- _What needs to be done_
Report only the number of lines in the following entries where the word "Carretera" occurs.

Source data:
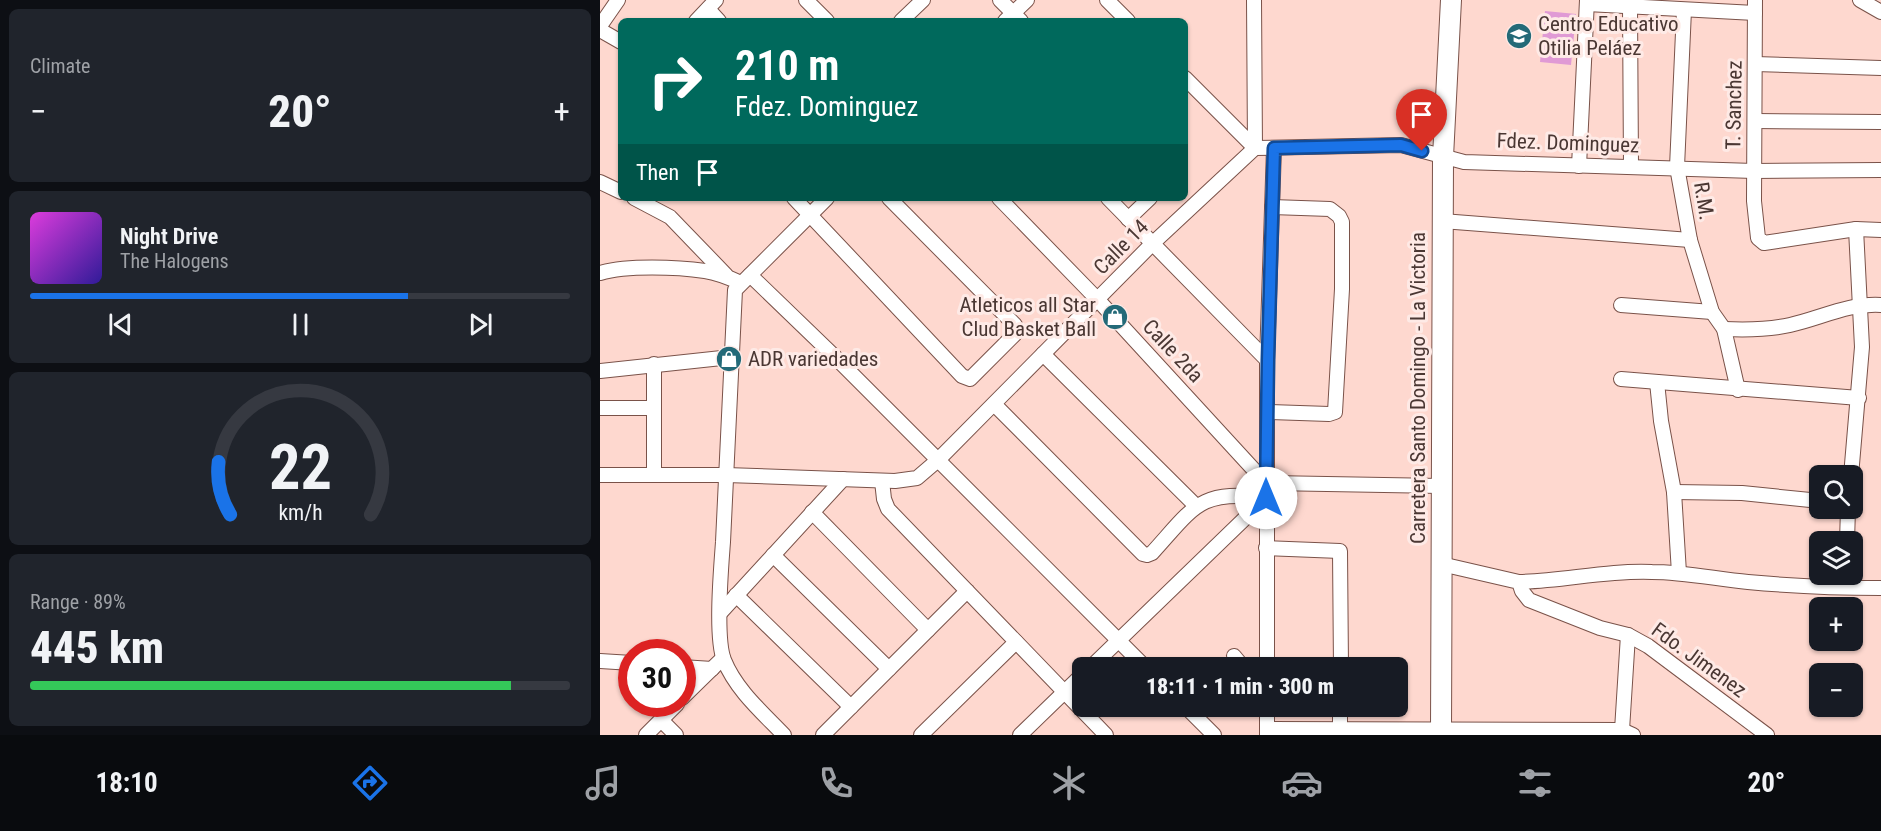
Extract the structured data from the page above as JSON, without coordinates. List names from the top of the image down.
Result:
{
  "streets": {
    "main road": ["Carretera Santo Domingo - La Victoria"],
    "street": [
      "T. Sanchez",
      "Fdez. Dominguez",
      "R.M.",
      "Calle 14",
      "Calle 2da",
      "Fdo. Jimenez"
    ]
  },
  "crossings": [
    ["T. Sanchez", "Fdez. Dominguez"],
    ["T. Sanchez", "R.M."],
    ["Fdez. Dominguez", "R.M."],
    ["Fdez. Dominguez", "Calle 14"],
    ["Fdez. Dominguez", "Carretera Santo Domingo - La Victoria"],
    ["Calle 14", "Calle 2da"]
  ],
  "places": {
    "school or university": ["Centro Educativo Otilia Peláez"],
    "shop": ["Atleticos all Star Clud Basket Ball", "ADR variedades"]
  },
  "page": {
    "tile": [
      "Climate",
      ["Range · 89%", "445 km"]
    ],
    "turn": ["210 m", "Fdez. Dominguez"],
    "heat": ["−", "20°", "+"],
    "then": "Then",
    "song": ["Night Drive", "The Halogens"],
    "map_buttons": ["+", "−"],
    "limit": "30",
    "trip": "18:11 · 1 min · 300 m",
    "tabs": ["18:10", "20°"],
    "gauge": ["22", "km/h"]
  }
}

- _Problem solution_
2